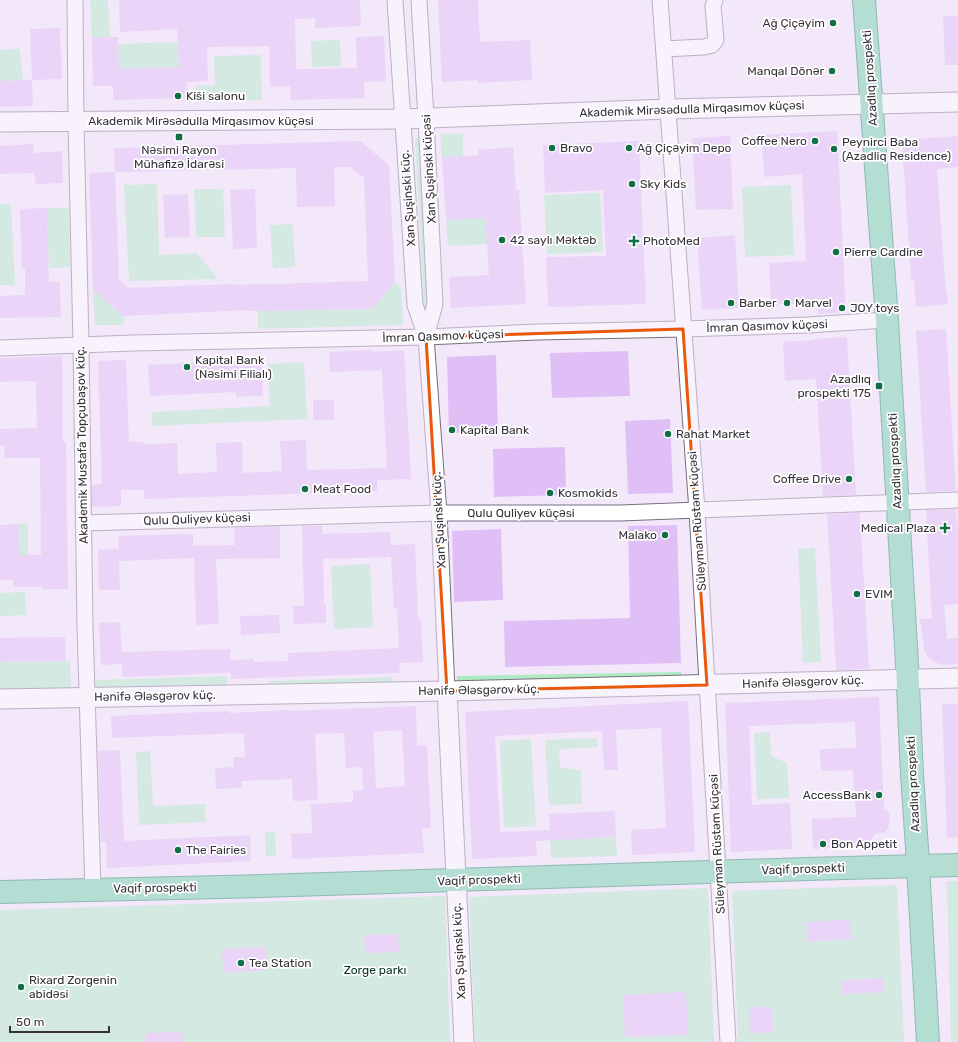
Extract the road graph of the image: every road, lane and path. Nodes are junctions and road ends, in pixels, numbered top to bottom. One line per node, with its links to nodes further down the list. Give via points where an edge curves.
1 (75, 0): 14 (street, Akademik Mustafa Topçubaşov küç.)
2 (396, 0): 12 (street, Xan Şuşinski küç.)
3 (419, 0): 11 (street, Xan Şuşinski küçəsi)
4 (660, 0): 7 (street, Süleyman Rüstəm küçəsi)
5 (715, 0): 7 (street, via 713,6 716,40 712,45)
6 (864, 0): 9 (main road, Azadlıq prospekti)
7 (664, 49): 10 (street, Süleyman Rüstəm küçəsi)
8 (958, 102): 9 (street, Akademik Mirəsədulla Mirqasımov küçəsi)
9 (871, 104): 10 (street, Akademik Mirəsədulla Mirqasımov küçəsi); 15 (main road, Azadlıq prospekti)
10 (668, 109): 11 (street, Akademik Mirəsədulla Mirqasımov küçəsi); 16 (street, Süleyman Rüstəm küçəsi)
11 (426, 118): 12 (street, Akademik Mirəsədulla Mirqasımov küçəsi); 17 (street, Xan Şuşinski küçəsi, via 434,304)
12 (403, 119): 14 (street, Akademik Mirəsədulla Mirqasımov küçəsi); 17 (street, Xan Şuşinski küç., via 415,305)
13 (0, 122): 14 (street, Akademik Mirəsədulla Mirqasımov küçəsi)
14 (76, 122): 18 (street, Akademik Mustafa Topçubaşov küç.)
15 (887, 320): 16 (street, İmran Qasımov küçəsi); 21 (main road, Azadlıq prospekti)
16 (683, 329): 17 (street, İmran Qasımov küçəsi); 22 (street, Süleyman Rüstəm küçəsi)
17 (426, 337): 18 (street, İmran Qasımov küçəsi); 23 (street, Xan Şuşinski küç.)
18 (81, 345): 19 (street, İmran Qasımov küçəsi); 24 (street, Akademik Mustafa Topçubaşov küç.)
19 (0, 348)
20 (958, 500): 21 (street, Qulu Quliyev küçəsi)
21 (898, 503): 22 (street, Qulu Quliyev küçəsi); 26 (main road, Azadlıq prospekti)
22 (697, 511): 23 (street, Qulu Quliyev küçəsi); 27 (street, Süleyman Rüstəm küçəsi)
23 (439, 513): 24 (street, Qulu Quliyev küçəsi); 28 (street, Xan Şuşinski küç.)
24 (83, 523): 29 (street, Akademik Mustafa Topçubaşov küç.)
25 (958, 678): 26 (street, Hənifə Ələsgərov küç.)
26 (907, 679): 27 (street, Hənifə Ələsgərov küç.); 32 (main road, Azadlıq prospekti)
27 (707, 685): 28 (street, Hənifə Ələsgərov küç.); 33 (street, Süleyman Rüstəm küçəsi)
28 (447, 691): 29 (street, Hənifə Ələsgərov küç.); 34 (street, Xan Şuşinski küç.)
29 (86, 698): 30 (street, Hənifə Ələsgərov küç.); 35 (street, Akademik Mustafa Topçubaşov küç.)
30 (0, 699)
31 (958, 865): 32 (main road, Vaqif prospekti)
32 (918, 866): 33 (main road, Vaqif prospekti); 39 (main road, Azadlıq prospekti)
33 (718, 872): 34 (main road, Vaqif prospekti); 38 (street, Süleyman Rüstəm küçəsi)
34 (456, 880): 35 (main road, Vaqif prospekti); 37 (street, Xan Şuşinski küç.)
35 (93, 890): 36 (main road, Vaqif prospekti)
36 (0, 892)
37 (464, 1042)
38 (728, 1042)
39 (928, 1042)

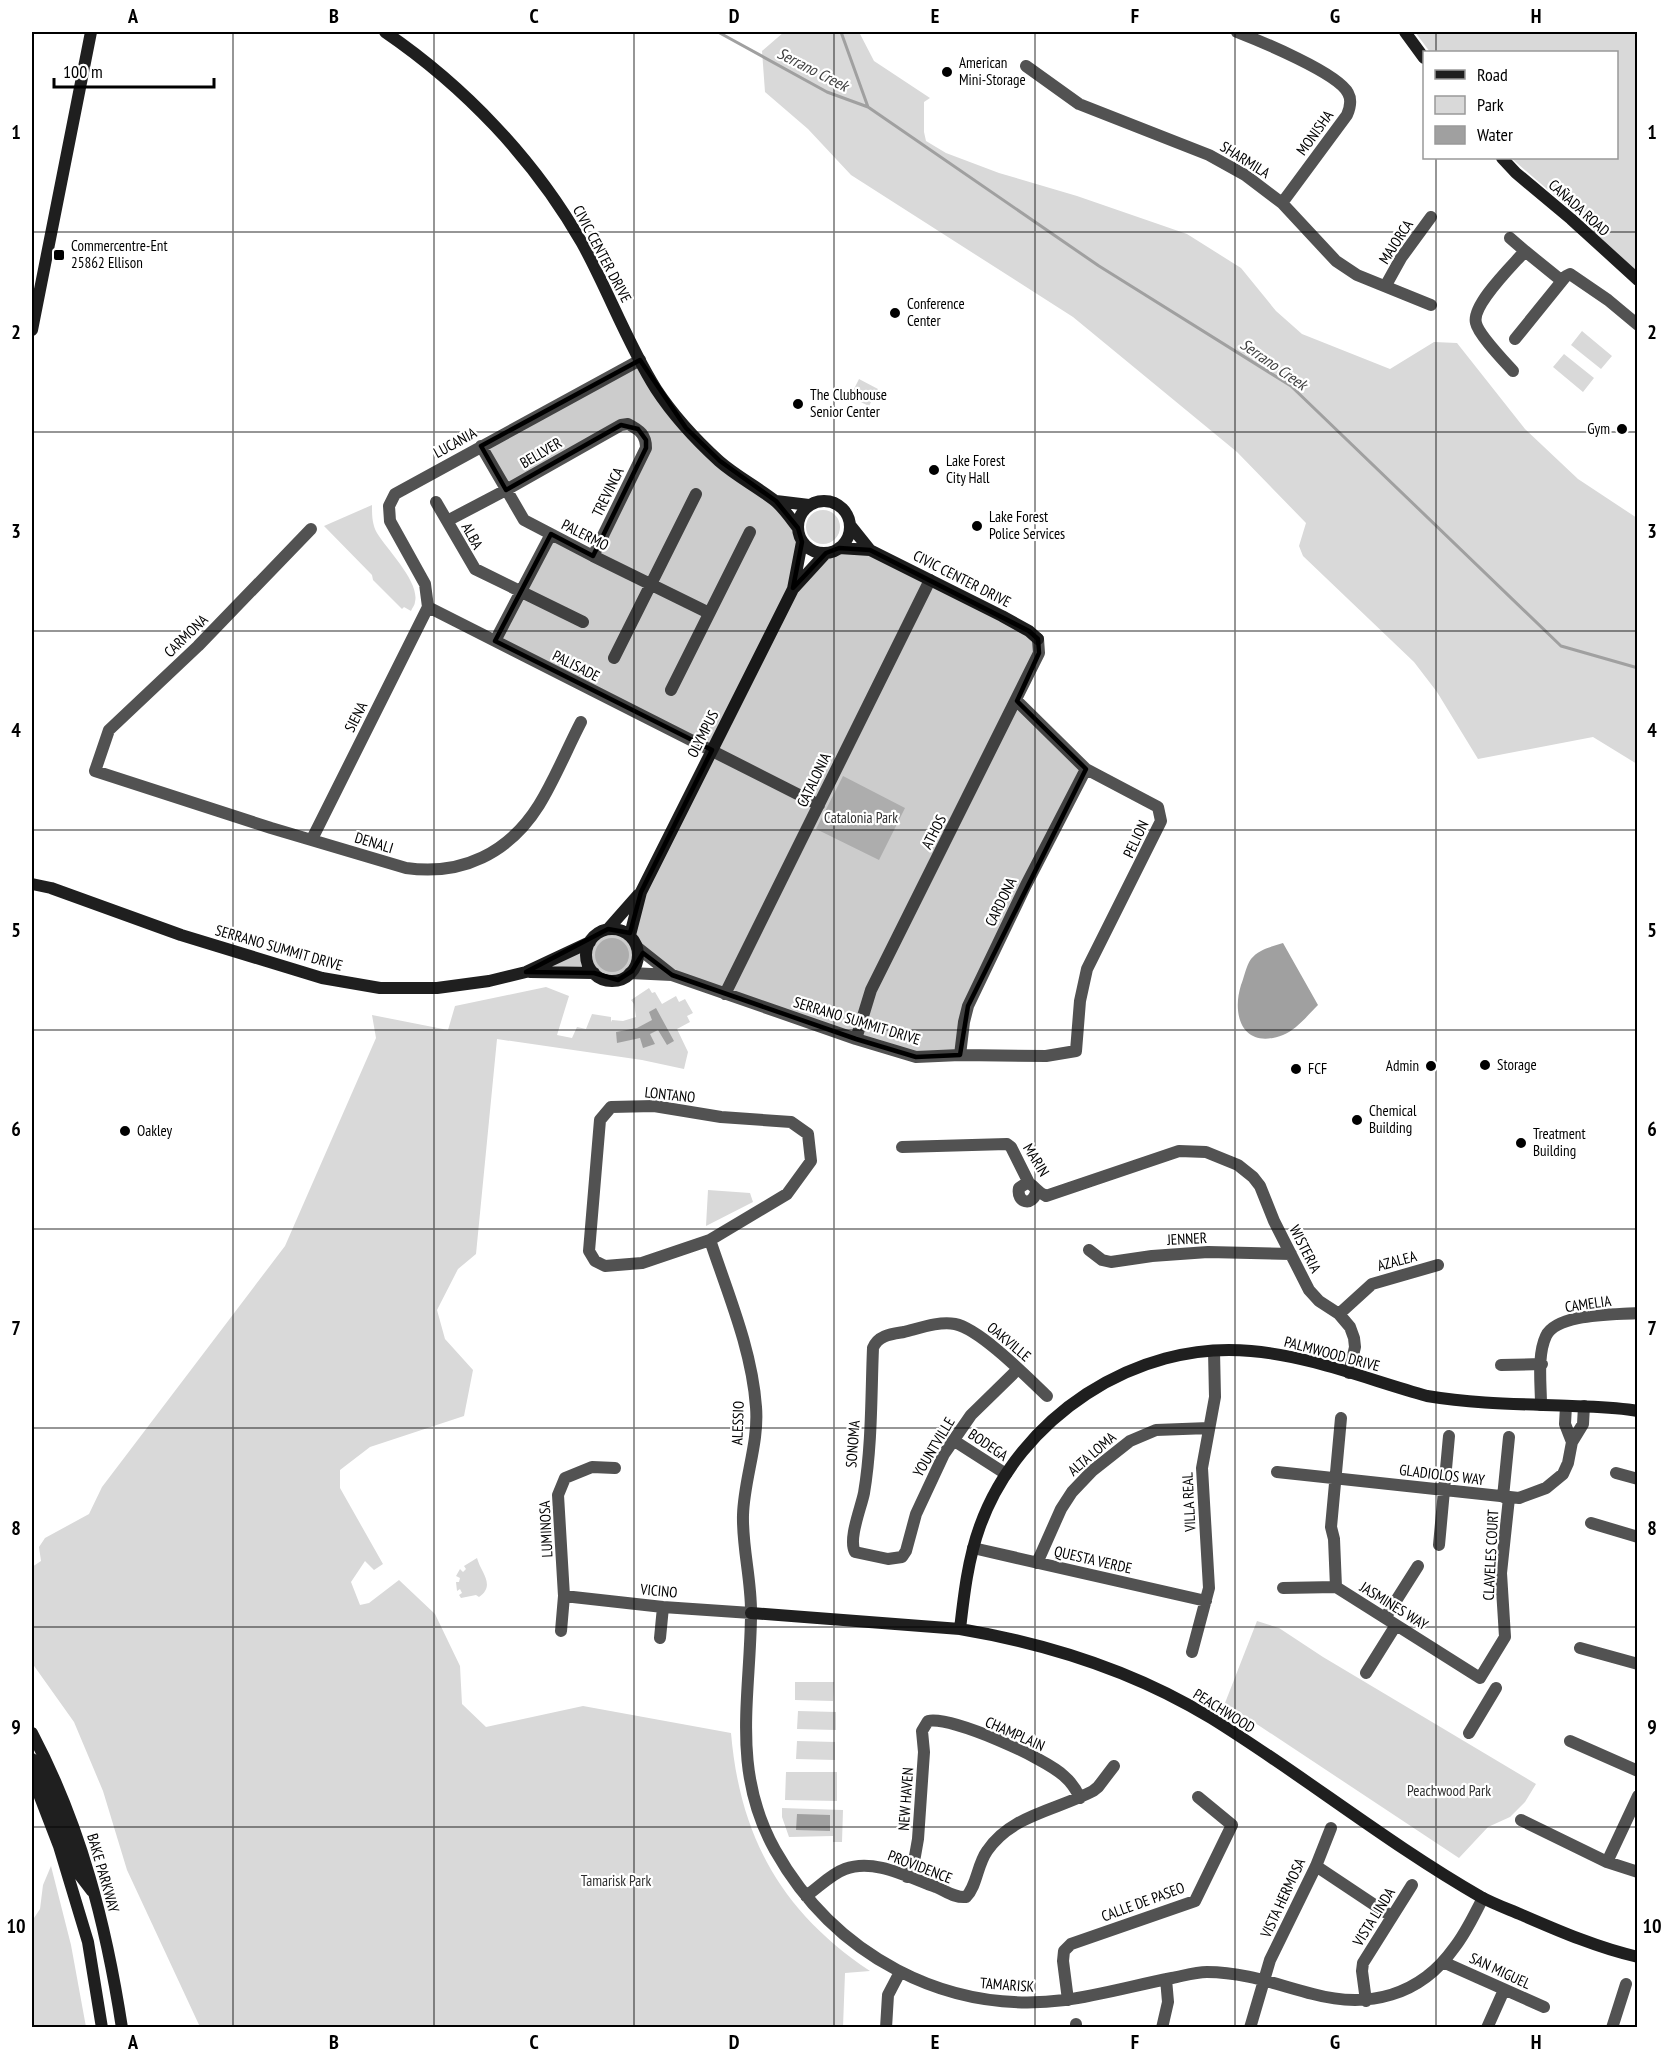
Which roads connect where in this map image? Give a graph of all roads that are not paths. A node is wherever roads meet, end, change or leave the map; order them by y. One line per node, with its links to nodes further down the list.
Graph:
1 (91, 32): 18 (street)
2 (385, 32): 20 (street, CIVIC CENTER DRIVE)
3 (1237, 32): 5 (street, MONISHA)
4 (1405, 32): 6 (street)
5 (1252, 34): 9 (street, MONISHA)
6 (1423, 55)
7 (1026, 66): 9 (street, SHARMILA)
8 (1503, 159): 13 (street, CAÑADA ROAD)
9 (1282, 203): 15 (street, SHARMILA)
10 (1431, 216): 15 (street, MAJORCA)
11 (1510, 238): 12 (street)
12 (1525, 251): 14 (street); 21 (street)
13 (1638, 280)
14 (1562, 281): 17 (street); 19 (street)
15 (1386, 285): 16 (street, SHARMILA)
16 (1431, 305)
17 (1638, 325)
18 (32, 330)
19 (1515, 339)
20 (640, 360): 23 (street, LUCANIA); 26 (street, CIVIC CENTER DRIVE)
21 (1513, 371)
22 (646, 440): 24 (street, BELLVER); 39 (street, TREVINCA)
23 (481, 446): 24 (street, PALERMO); 44 (street, LUCANIA)
24 (506, 490): 29 (street, BELLVER); 34 (street, PALERMO)
25 (696, 494): 41 (street)
26 (776, 501): 28 (street, CIVIC CENTER DRIVE); 31 (street, CIVIC CENTER DRIVE)
27 (436, 502): 29 (street, ALBA)
28 (809, 505): 30 (street, CIVIC CENTER DRIVE); 31 (street)
29 (447, 520): 43 (street, ALBA)
30 (850, 525): 36 (street); 37 (street, CIVIC CENTER DRIVE)
31 (798, 528): 35 (street, CIVIC CENTER DRIVE)
32 (311, 529): 55 (street, CARMONA)
33 (750, 532): 45 (street)
34 (551, 534): 39 (street, PALERMO); 43 (street)
35 (802, 542): 38 (street); 42 (street, OLYMPUS)
36 (839, 548): 37 (street, CIVIC CENTER DRIVE); 38 (street, CIVIC CENTER DRIVE)
37 (870, 550): 40 (street, CIVIC CENTER DRIVE)
38 (826, 553): 42 (street, OLYMPUS)
39 (593, 556): 41 (street, PALERMO)
40 (930, 580): 47 (street, CIVIC CENTER DRIVE); 56 (street, CATALONIA)
41 (650, 584): 45 (street, PALERMO); 49 (street)
42 (793, 589): 53 (street, OLYMPUS)
43 (521, 592): 46 (street, ALBA); 48 (street)
44 (428, 607): 48 (street, PALISADE); 57 (street, SIENA)
45 (709, 613): 50 (street)
46 (583, 622)
47 (1038, 639): 51 (street, ATHOS)
48 (495, 641): 53 (street, PALISADE)
49 (614, 658)
50 (671, 690)
51 (1017, 700): 54 (street, PELION); 69 (street, ATHOS)
52 (581, 722): 57 (street, DENALI)
53 (712, 750): 56 (street, PALISADE); 59 (street, OLYMPUS)
54 (1086, 769): 70 (street, PELION); 71 (street, CARDONA)
55 (95, 771): 57 (street, DENALI)
56 (819, 805): 68 (street, CATALONIA)
57 (312, 839)
58 (32, 884): 64 (street, SERRANO SUMMIT DRIVE)
59 (641, 892): 60 (street, OLYMPUS); 61 (street, OLYMPUS)
60 (608, 929): 61 (street); 62 (street, SERRANO SUMMIT DRIVE)
61 (630, 935): 63 (street, SERRANO SUMMIT DRIVE)
62 (590, 942): 64 (street, SERRANO SUMMIT DRIVE); 65 (street)
63 (638, 948): 66 (street); 67 (street, SERRANO SUMMIT DRIVE)
64 (526, 972): 65 (street, SERRANO SUMMIT DRIVE)
65 (594, 973): 66 (street, SERRANO SUMMIT DRIVE)
66 (630, 973): 67 (street, SERRANO SUMMIT DRIVE)
67 (672, 975): 68 (street, SERRANO SUMMIT DRIVE)
68 (725, 994): 69 (street, SERRANO SUMMIT DRIVE)
69 (856, 1039): 71 (street, SERRANO SUMMIT DRIVE)
70 (1076, 1051): 71 (street, SERRANO SUMMIT DRIVE)
71 (960, 1055)
72 (902, 1146): 73 (street, MARIN)
73 (1206, 1152): 76 (street, WISTERIA)
74 (710, 1240): 74 (street, LONTANO); 117 (street, ALESSIO)
75 (1089, 1250): 76 (street, JENNER)
76 (1291, 1254): 79 (street, WISTERIA)
77 (1438, 1265): 79 (street, AZALEA)
78 (1638, 1313): 82 (street, CAMELIA)
79 (1339, 1314): 85 (street, WISTERIA)
80 (875, 1342): 84 (street, OAKVILLE); 109 (street, SONOMA)
81 (1214, 1351): 85 (street, PALMWOOD DRIVE); 92 (street, VILLA REAL); 100 (street, PALMWOOD DRIVE)
82 (1542, 1364): 83 (street); 87 (street, CAMELIA)
83 (1501, 1365)
84 (1018, 1369): 86 (street, OAKVILLE); 95 (street, YOUNTVILLE)
85 (1349, 1373): 87 (street, PALMWOOD DRIVE)
86 (1047, 1395)
87 (1541, 1405): 88 (street, PALMWOOD DRIVE)
88 (1566, 1406): 89 (street, PALMWOOD DRIVE); 96 (street, GLADIOLOS WAY)
89 (1584, 1406): 90 (street, PALMWOOD DRIVE); 96 (street, GLADIOLOS WAY)
90 (1638, 1411)
91 (1341, 1418): 101 (street)
92 (1209, 1428): 110 (street, ALTA LOMA); 115 (street, VILLA REAL)
93 (1449, 1436): 103 (street)
94 (1509, 1437): 104 (street, CLAVELES COURT)
95 (953, 1440): 100 (street, BODEGA); 109 (street, YOUNTVILLE)
96 (1572, 1442): 104 (street, GLADIOLOS WAY)
97 (615, 1468): 114 (street, LUMINOSA)
98 (1277, 1472): 101 (street, GLADIOLOS WAY)
99 (1616, 1473): 102 (street)
100 (1006, 1474): 108 (street, PALMWOOD DRIVE)
101 (1335, 1478): 103 (street, GLADIOLOS WAY); 113 (street)
102 (1638, 1479)
103 (1444, 1490): 104 (street, GLADIOLOS WAY); 107 (street)
104 (1506, 1498): 126 (street, CLAVELES COURT)
105 (1591, 1523): 106 (street)
106 (1638, 1537)
107 (1439, 1545)
108 (973, 1548): 110 (street, QUESTA VERDE); 119 (street, PALMWOOD DRIVE)
109 (902, 1557)
110 (1037, 1563): 115 (street, QUESTA VERDE)
111 (1418, 1566): 118 (street)
112 (1283, 1587): 113 (street, JASMINES WAY)
113 (1336, 1587): 118 (street, JASMINES WAY)
114 (564, 1596): 116 (street, VICINO); 120 (street, LUMINOSA)
115 (1206, 1601): 123 (street, VILLA REAL)
116 (663, 1607): 117 (street, VICINO); 121 (street)
117 (751, 1613): 119 (street, PEACHWOOD); 147 (street, TAMARISK)
118 (1391, 1622): 125 (street); 126 (street, JASMINES WAY)
119 (960, 1629): 148 (street, PEACHWOOD)
120 (561, 1631)
121 (660, 1638)
122 (1580, 1648): 124 (street)
123 (1192, 1652)
124 (1638, 1665)
125 (1366, 1673)
126 (1480, 1678)
127 (1496, 1688): 129 (street)
128 (926, 1723): 138 (street, CHAMPLAIN); 144 (street, NEW HAVEN)
129 (1468, 1733)
130 (32, 1734): 146 (street, BAKE PARKWAY)
131 (1570, 1740): 134 (street)
132 (32, 1759): 146 (street)
133 (1114, 1766): 138 (street, PROVIDENCE)
134 (1638, 1771)
135 (32, 1776): 160 (street)
136 (1638, 1796): 141 (street)
137 (1198, 1797): 157 (street, CALLE DE PASEO)
138 (1080, 1798): 144 (street, PROVIDENCE)
139 (1521, 1820): 141 (street)
140 (1331, 1828): 142 (street, VISTA HERMOSA)
141 (1607, 1862): 143 (street)
142 (1316, 1866): 149 (street); 154 (street, VISTA HERMOSA)
143 (1638, 1872)
144 (907, 1877): 147 (street, PROVIDENCE)
145 (1412, 1885): 149 (street, VISTA LINDA)
146 (95, 1895): 161 (street, BAKE PARKWAY)
147 (806, 1896): 152 (street, TAMARISK)
148 (1483, 1898): 150 (street, PEACHWOOD); 151 (street, TAMARISK)
149 (1391, 1916): 158 (street, VISTA LINDA)
150 (1638, 1957)
151 (1443, 1962): 156 (street, SAN MIGUEL); 158 (street, TAMARISK)
152 (900, 1972): 157 (street, TAMARISK); 162 (street)
153 (1166, 1979): 154 (street, TAMARISK); 157 (street, TAMARISK); 163 (street)
154 (1263, 1980): 158 (street, TAMARISK); 164 (street, VISTA HERMOSA)
155 (1626, 1984): 166 (street)
156 (1504, 1990): 159 (street, SAN MIGUEL); 165 (street)
157 (1068, 2000)
158 (1365, 2001)
159 (1544, 2007)
160 (102, 2028)
161 (122, 2028)
162 (886, 2028)
163 (1162, 2028)
164 (1250, 2028)
165 (1487, 2028)
166 (1612, 2028)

━━━━━━

• EXERCISE REQUIREMENTS
Where a line in the material above holds "Akademik", copy that line.

• RESPONSE
1 (75, 0): 14 (street, Akademik Mustafa Topçubaşov küç.)
8 (958, 102): 9 (street, Akademik Mirəsədulla Mirqasımov küçəsi)
9 (871, 104): 10 (street, Akademik Mirəsədulla Mirqasımov küçəsi); 15 (main road, Azadlıq prospekti)
10 (668, 109): 11 (street, Akademik Mirəsədulla Mirqasımov küçəsi); 16 (street, Süleyman Rüstəm küçəsi)
11 (426, 118): 12 (street, Akademik Mirəsədulla Mirqasımov küçəsi); 17 (street, Xan Şuşinski küçəsi, via 434,304)
12 (403, 119): 14 (street, Akademik Mirəsədulla Mirqasımov küçəsi); 17 (street, Xan Şuşinski küç., via 415,305)
13 (0, 122): 14 (street, Akademik Mirəsədulla Mirqasımov küçəsi)
14 (76, 122): 18 (street, Akademik Mustafa Topçubaşov küç.)
18 (81, 345): 19 (street, İmran Qasımov küçəsi); 24 (street, Akademik Mustafa Topçubaşov küç.)
24 (83, 523): 29 (street, Akademik Mustafa Topçubaşov küç.)
29 (86, 698): 30 (street, Hənifə Ələsgərov küç.); 35 (street, Akademik Mustafa Topçubaşov küç.)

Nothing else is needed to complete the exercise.